What you have to do:
Reproduce the whole of the data exactly.

Dataset extract:

******************************

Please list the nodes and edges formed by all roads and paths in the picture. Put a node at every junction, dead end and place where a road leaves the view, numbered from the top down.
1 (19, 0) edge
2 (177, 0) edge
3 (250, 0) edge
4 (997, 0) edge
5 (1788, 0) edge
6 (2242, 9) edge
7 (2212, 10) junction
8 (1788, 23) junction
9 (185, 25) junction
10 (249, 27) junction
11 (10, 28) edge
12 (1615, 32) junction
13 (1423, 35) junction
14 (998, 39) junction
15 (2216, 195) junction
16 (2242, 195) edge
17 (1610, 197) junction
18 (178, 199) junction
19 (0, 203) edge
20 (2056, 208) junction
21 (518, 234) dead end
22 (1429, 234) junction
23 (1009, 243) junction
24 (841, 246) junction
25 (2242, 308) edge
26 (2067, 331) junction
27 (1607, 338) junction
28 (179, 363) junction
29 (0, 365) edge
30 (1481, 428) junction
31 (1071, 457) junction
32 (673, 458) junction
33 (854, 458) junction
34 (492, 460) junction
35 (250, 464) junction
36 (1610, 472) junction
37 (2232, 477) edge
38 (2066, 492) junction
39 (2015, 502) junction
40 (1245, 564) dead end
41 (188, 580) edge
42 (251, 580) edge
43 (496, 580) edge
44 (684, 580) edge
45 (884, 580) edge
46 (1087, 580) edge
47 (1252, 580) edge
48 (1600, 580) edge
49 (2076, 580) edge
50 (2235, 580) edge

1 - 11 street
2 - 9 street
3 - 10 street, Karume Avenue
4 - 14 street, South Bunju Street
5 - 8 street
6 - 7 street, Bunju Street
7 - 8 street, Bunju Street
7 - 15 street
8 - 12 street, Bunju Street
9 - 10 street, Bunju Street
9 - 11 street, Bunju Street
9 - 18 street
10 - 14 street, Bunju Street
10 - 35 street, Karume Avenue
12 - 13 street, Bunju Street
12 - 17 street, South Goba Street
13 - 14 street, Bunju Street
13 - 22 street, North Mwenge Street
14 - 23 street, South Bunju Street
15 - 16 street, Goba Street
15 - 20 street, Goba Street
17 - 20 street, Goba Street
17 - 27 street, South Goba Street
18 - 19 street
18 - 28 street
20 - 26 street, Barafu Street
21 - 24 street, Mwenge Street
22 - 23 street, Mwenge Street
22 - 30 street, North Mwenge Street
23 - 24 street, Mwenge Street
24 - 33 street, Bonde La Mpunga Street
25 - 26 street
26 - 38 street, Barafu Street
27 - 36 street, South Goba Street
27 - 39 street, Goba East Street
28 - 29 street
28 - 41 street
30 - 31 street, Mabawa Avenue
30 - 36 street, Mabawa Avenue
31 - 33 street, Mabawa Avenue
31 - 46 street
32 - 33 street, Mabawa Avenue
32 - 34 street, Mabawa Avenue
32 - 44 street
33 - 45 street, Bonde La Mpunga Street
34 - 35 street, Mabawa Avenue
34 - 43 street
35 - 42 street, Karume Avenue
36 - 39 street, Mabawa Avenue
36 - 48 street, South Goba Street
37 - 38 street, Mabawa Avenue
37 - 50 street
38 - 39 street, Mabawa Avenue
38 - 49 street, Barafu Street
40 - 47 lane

******************************

Response to this task:
Please list the nodes and edges formed by all roads and paths in the picture. Put a node at every junction, dead end and place where a road leaves the view, numbered from the top down.
1 (19, 0) edge
2 (177, 0) edge
3 (250, 0) edge
4 (997, 0) edge
5 (1788, 0) edge
6 (2242, 9) edge
7 (2212, 10) junction
8 (1788, 23) junction
9 (185, 25) junction
10 (249, 27) junction
11 (10, 28) edge
12 (1615, 32) junction
13 (1423, 35) junction
14 (998, 39) junction
15 (2216, 195) junction
16 (2242, 195) edge
17 (1610, 197) junction
18 (178, 199) junction
19 (0, 203) edge
20 (2056, 208) junction
21 (518, 234) dead end
22 (1429, 234) junction
23 (1009, 243) junction
24 (841, 246) junction
25 (2242, 308) edge
26 (2067, 331) junction
27 (1607, 338) junction
28 (179, 363) junction
29 (0, 365) edge
30 (1481, 428) junction
31 (1071, 457) junction
32 (673, 458) junction
33 (854, 458) junction
34 (492, 460) junction
35 (250, 464) junction
36 (1610, 472) junction
37 (2232, 477) edge
38 (2066, 492) junction
39 (2015, 502) junction
40 (1245, 564) dead end
41 (188, 580) edge
42 (251, 580) edge
43 (496, 580) edge
44 (684, 580) edge
45 (884, 580) edge
46 (1087, 580) edge
47 (1252, 580) edge
48 (1600, 580) edge
49 (2076, 580) edge
50 (2235, 580) edge

1 - 11 street
2 - 9 street
3 - 10 street, Karume Avenue
4 - 14 street, South Bunju Street
5 - 8 street
6 - 7 street, Bunju Street
7 - 8 street, Bunju Street
7 - 15 street
8 - 12 street, Bunju Street
9 - 10 street, Bunju Street
9 - 11 street, Bunju Street
9 - 18 street
10 - 14 street, Bunju Street
10 - 35 street, Karume Avenue
12 - 13 street, Bunju Street
12 - 17 street, South Goba Street
13 - 14 street, Bunju Street
13 - 22 street, North Mwenge Street
14 - 23 street, South Bunju Street
15 - 16 street, Goba Street
15 - 20 street, Goba Street
17 - 20 street, Goba Street
17 - 27 street, South Goba Street
18 - 19 street
18 - 28 street
20 - 26 street, Barafu Street
21 - 24 street, Mwenge Street
22 - 23 street, Mwenge Street
22 - 30 street, North Mwenge Street
23 - 24 street, Mwenge Street
24 - 33 street, Bonde La Mpunga Street
25 - 26 street
26 - 38 street, Barafu Street
27 - 36 street, South Goba Street
27 - 39 street, Goba East Street
28 - 29 street
28 - 41 street
30 - 31 street, Mabawa Avenue
30 - 36 street, Mabawa Avenue
31 - 33 street, Mabawa Avenue
31 - 46 street
32 - 33 street, Mabawa Avenue
32 - 34 street, Mabawa Avenue
32 - 44 street
33 - 45 street, Bonde La Mpunga Street
34 - 35 street, Mabawa Avenue
34 - 43 street
35 - 42 street, Karume Avenue
36 - 39 street, Mabawa Avenue
36 - 48 street, South Goba Street
37 - 38 street, Mabawa Avenue
37 - 50 street
38 - 39 street, Mabawa Avenue
38 - 49 street, Barafu Street
40 - 47 lane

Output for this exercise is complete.